In October 2008, the U.S. Department of Energy gave the company a $26 million grant to develop a cellulosic fuel production facility. In the same month, the state government of Michigan gave the company a $23.5 million grant to bring that proposed facility to Chippewa County, Michigan.

==Facilities==
On April 14, 2009, Mascoma Corp. announced plans to move its corporate headquarters from Boston to a new research laboratory in New Hampshire. The move would consolidate most of Mascoma's operations, which, until now, have been divided among Boston; a demonstration facility in Rome, New York; a Process and Development laboratory in Woburn, Massachusetts; and a lab in Lebanon, New Hampshire, where many of the company's employees already are based. Researchers in Lebanon are working to convert plant material such as wood chips and corn stover into biofuel.

==Technological breakthrough==
On May 7, 2009, the company announced a major technological breakthrough in the field of consolidated bioprocessing by utilizing a low-cost strategy for processing of biofuels from cellulosic biomass, which enables high yield of ethanol and cellulase in single step without the costly, separate usage of the cellulase enzyme.

Other biofuel companies (such as Gate Fuels Qteros) also claim to have developed a one-step process to produce ethanol or value-added chemicals from plant material.

== Technology Commercialization and Partnership with Lallemand ==
On January 11, 2012, the company announced that it was launching Mascoma Grain Technology, or MGT, the first commercial application of the company's proprietary technology platform. The MGT product is a genetically-modified yeast which produces enzymes and improves ethanol production in the corn-based fuel ethanol production process. At that time the company announced that it had entered into a multi-year exclusive partnership with Lallemand Specialties, Inc. to manufacture and distribute the MGT product in North America. On September 24, 2013, Mascoma Corporation announced that its MGT yeast products TransFerm and TransFerm Yield+ had been used to produce over 2 billion gallons of renewable fuel. At that time, the company announced its updated commercial strategy, focusing on deployment of its microorganisms to a broad spectrum of biofuel and biochemical applications.

== Acquisition by Lallemand ==
On November 4, 2014, Mascoma Corporation announced that it had completed the sale of its yeast business to Lallemand, Inc. As part of the transaction, Lallemand acquired the Mascoma name and trademarks, all of its proprietary and patented yeast strains and associated technologies, as well as its entire research and development team located at its facility in Lebanon, NH.

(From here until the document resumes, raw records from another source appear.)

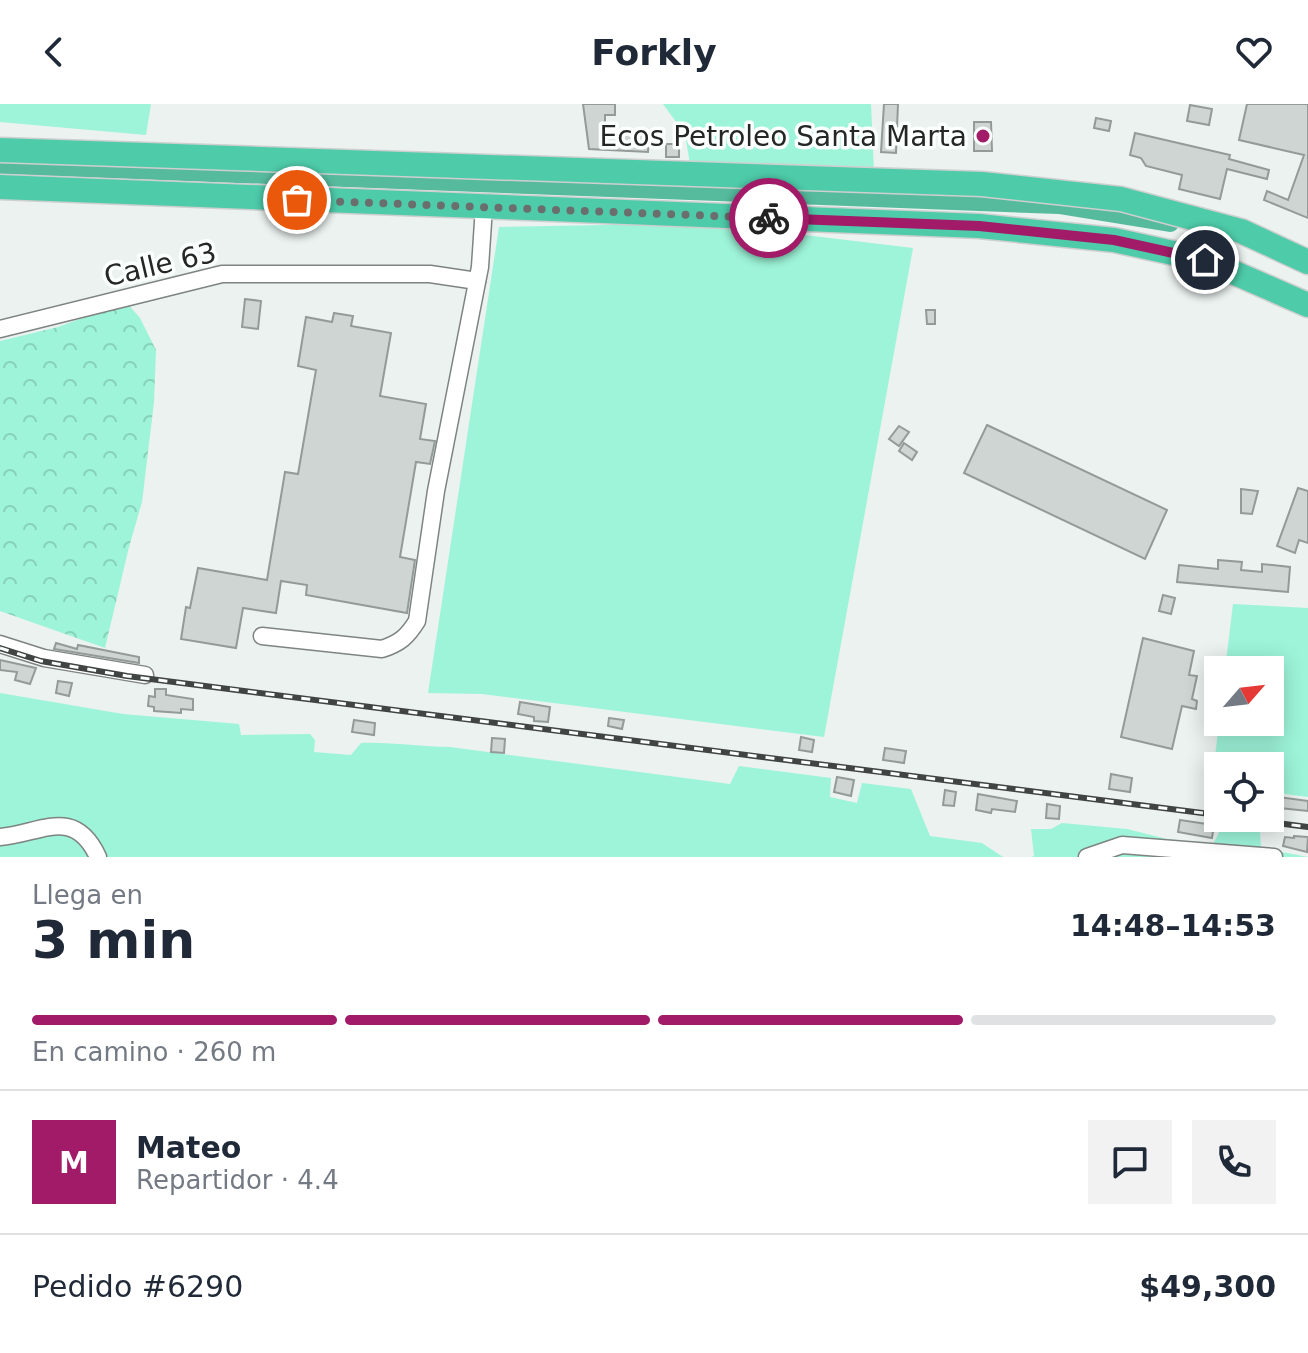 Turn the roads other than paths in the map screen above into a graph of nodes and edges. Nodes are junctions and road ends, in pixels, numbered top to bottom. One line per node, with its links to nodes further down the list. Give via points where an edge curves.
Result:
1 (0, 150): 4 (highway, via 982,184 1121,199 1241,231)
2 (0, 187): 3 (highway)
3 (484, 207): 5 (street); 6 (highway, via 979,226 1114,240 1205,260)
4 (1308, 262)
5 (477, 281): 7 (street, Calle 63, via 430,274 222,274); 8 (street, via 417,621 398,644 382,649)
6 (1308, 305)
7 (0, 329)
8 (262, 636)
9 (0, 644): 10 (street, via 44,658)
10 (145, 675)
11 (0, 837): 12 (street, via 36,827 71,828 85,836)
12 (98, 857)
13 (1087, 857): 14 (street, via 1122,845)
14 (1274, 857)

== New Yeast for Cellulosic Ethanol ==
On June 3, 2015, Mascoma LLC and the U.S. U.S. Department of Energy's BioEnergy Science Center announced development of a new strain of yeast developed by Mascoma and BESC for cellulosic ethanol production. The product, named C5 FUEL, is a yeast capable of converting xylose into ethanol. Xylose is a sugar found in cellulosic biomass that can not be fermented by conventional ethanol-fermenting yeast.